→ **SUPPLIED MATERIAL**:
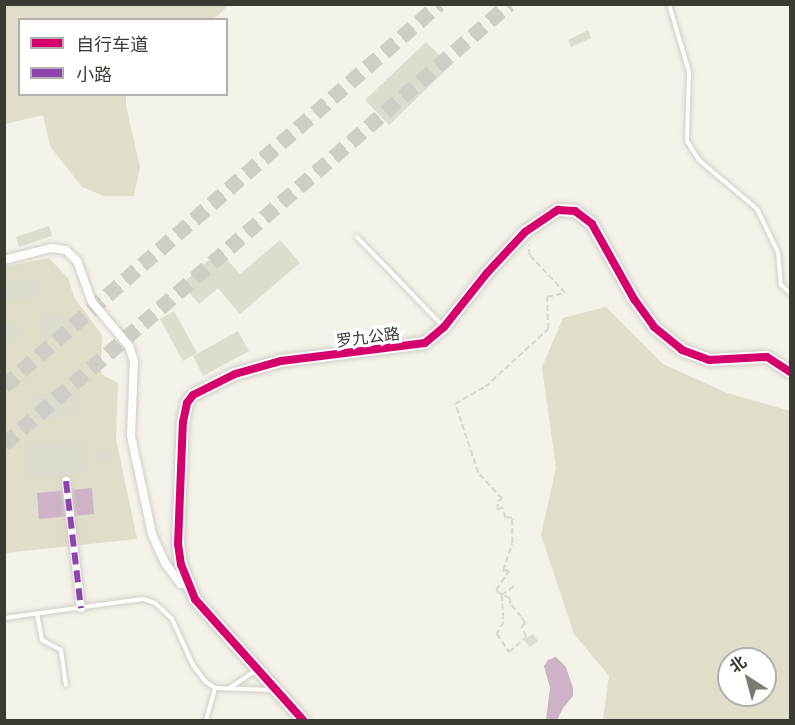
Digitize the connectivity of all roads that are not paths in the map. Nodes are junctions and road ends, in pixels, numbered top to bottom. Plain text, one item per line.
1 (669, 4) edge
2 (357, 237) dead end
3 (4, 260) edge
4 (790, 293) edge
5 (444, 327) junction
6 (790, 372) edge
7 (66, 483) dead end
8 (189, 585) junction
9 (81, 608) junction
10 (37, 614) junction
11 (4, 618) edge
12 (258, 669) junction
13 (66, 685) dead end
14 (230, 687) junction
15 (215, 688) junction
16 (277, 691) junction
17 (206, 720) edge
18 (303, 720) edge

1 - 4 lane
2 - 5 lane
3 - 8 street
5 - 6 street, 罗九公路
5 - 8 street, 罗九公路
7 - 9 street
8 - 12 street, 罗九公路
9 - 10 lane
9 - 15 lane
10 - 11 lane
10 - 13 lane
12 - 14 lane
12 - 16 street, 罗九公路
14 - 15 lane
14 - 16 lane
15 - 17 lane
16 - 18 street, 罗九公路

→ **DIRECTIONS**:
Please transcribe all of the entries word for word, with the pictures left out.

→ **FINISHED EXERCISE**:
Digitize the connectivity of all roads that are not paths in the map. Nodes are junctions and road ends, in pixels, numbered top to bottom. Plain text, one item per line.
1 (669, 4) edge
2 (357, 237) dead end
3 (4, 260) edge
4 (790, 293) edge
5 (444, 327) junction
6 (790, 372) edge
7 (66, 483) dead end
8 (189, 585) junction
9 (81, 608) junction
10 (37, 614) junction
11 (4, 618) edge
12 (258, 669) junction
13 (66, 685) dead end
14 (230, 687) junction
15 (215, 688) junction
16 (277, 691) junction
17 (206, 720) edge
18 (303, 720) edge

1 - 4 lane
2 - 5 lane
3 - 8 street
5 - 6 street, 罗九公路
5 - 8 street, 罗九公路
7 - 9 street
8 - 12 street, 罗九公路
9 - 10 lane
9 - 15 lane
10 - 11 lane
10 - 13 lane
12 - 14 lane
12 - 16 street, 罗九公路
14 - 15 lane
14 - 16 lane
15 - 17 lane
16 - 18 street, 罗九公路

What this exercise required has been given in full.